### EXERCISE DETAILS
Read the entries below and pull out each line with the string "Drive".

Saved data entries
══════
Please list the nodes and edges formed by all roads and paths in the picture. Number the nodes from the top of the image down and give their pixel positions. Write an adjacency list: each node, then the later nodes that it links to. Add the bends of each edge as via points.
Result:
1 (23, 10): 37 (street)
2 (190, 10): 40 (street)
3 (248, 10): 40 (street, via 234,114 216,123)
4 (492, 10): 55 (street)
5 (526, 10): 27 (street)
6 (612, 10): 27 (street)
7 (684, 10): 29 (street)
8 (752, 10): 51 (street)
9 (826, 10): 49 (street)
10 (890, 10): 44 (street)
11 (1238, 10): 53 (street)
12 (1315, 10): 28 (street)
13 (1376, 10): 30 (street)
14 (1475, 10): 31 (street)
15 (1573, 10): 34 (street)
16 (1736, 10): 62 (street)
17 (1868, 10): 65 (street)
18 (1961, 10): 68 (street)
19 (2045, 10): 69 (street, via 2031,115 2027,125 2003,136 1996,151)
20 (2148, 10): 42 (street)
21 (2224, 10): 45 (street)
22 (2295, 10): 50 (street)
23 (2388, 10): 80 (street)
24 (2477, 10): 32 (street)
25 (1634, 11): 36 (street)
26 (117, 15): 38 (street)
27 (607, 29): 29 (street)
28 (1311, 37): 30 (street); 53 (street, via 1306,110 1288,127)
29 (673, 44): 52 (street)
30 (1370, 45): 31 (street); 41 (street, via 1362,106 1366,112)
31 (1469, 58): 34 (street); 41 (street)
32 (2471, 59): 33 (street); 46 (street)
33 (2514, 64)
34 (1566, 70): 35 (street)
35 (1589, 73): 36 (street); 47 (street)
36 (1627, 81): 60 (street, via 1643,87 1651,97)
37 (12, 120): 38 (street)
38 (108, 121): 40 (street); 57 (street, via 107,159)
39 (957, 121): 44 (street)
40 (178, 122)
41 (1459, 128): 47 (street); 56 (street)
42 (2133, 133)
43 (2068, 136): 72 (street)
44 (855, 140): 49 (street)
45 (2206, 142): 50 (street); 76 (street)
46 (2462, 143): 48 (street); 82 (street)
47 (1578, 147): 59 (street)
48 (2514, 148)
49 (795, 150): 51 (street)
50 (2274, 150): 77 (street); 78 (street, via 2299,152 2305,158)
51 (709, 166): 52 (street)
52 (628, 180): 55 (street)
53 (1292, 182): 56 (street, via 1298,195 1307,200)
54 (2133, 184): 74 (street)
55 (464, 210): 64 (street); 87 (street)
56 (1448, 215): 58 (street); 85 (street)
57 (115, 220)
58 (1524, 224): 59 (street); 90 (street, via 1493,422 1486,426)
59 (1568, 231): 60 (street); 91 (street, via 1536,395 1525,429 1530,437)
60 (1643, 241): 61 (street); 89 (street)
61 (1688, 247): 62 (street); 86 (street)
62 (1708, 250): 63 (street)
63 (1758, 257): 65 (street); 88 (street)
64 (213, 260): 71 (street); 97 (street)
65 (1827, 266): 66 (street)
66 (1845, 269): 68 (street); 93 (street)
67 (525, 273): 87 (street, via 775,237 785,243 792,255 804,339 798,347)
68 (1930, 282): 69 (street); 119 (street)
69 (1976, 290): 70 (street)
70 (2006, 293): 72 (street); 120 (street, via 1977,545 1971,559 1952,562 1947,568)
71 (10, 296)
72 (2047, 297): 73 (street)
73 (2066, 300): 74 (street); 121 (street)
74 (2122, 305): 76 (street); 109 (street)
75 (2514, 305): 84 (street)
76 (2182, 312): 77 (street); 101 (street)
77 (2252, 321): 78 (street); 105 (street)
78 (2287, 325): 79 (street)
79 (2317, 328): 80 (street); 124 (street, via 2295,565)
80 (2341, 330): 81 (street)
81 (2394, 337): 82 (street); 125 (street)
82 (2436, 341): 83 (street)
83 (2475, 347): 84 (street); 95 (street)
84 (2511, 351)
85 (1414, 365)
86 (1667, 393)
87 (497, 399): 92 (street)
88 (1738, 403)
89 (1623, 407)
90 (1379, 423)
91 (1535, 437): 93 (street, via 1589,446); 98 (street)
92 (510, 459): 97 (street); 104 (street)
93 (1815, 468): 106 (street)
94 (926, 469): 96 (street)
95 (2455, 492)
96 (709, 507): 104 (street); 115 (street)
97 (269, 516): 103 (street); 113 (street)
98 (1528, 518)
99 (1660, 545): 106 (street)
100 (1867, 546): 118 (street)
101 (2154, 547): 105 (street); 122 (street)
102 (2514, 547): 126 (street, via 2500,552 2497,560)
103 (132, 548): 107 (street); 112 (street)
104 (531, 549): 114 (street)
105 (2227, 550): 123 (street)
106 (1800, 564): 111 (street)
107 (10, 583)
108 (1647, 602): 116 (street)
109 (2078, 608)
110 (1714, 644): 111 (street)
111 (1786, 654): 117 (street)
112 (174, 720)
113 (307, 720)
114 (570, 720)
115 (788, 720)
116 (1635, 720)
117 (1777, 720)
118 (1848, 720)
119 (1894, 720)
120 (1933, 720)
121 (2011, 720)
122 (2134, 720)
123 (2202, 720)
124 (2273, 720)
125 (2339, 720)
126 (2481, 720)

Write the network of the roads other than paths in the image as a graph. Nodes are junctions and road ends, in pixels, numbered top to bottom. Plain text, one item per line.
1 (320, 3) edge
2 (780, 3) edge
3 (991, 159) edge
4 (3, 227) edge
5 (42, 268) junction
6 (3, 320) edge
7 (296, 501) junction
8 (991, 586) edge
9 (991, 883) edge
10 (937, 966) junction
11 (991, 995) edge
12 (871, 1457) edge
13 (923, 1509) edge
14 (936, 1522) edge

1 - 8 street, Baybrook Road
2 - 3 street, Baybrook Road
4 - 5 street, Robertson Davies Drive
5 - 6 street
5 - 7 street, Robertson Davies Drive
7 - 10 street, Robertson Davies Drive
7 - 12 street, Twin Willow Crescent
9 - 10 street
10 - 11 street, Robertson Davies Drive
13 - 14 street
══════
### REPLY
4 - 5 street, Robertson Davies Drive
5 - 7 street, Robertson Davies Drive
7 - 10 street, Robertson Davies Drive
10 - 11 street, Robertson Davies Drive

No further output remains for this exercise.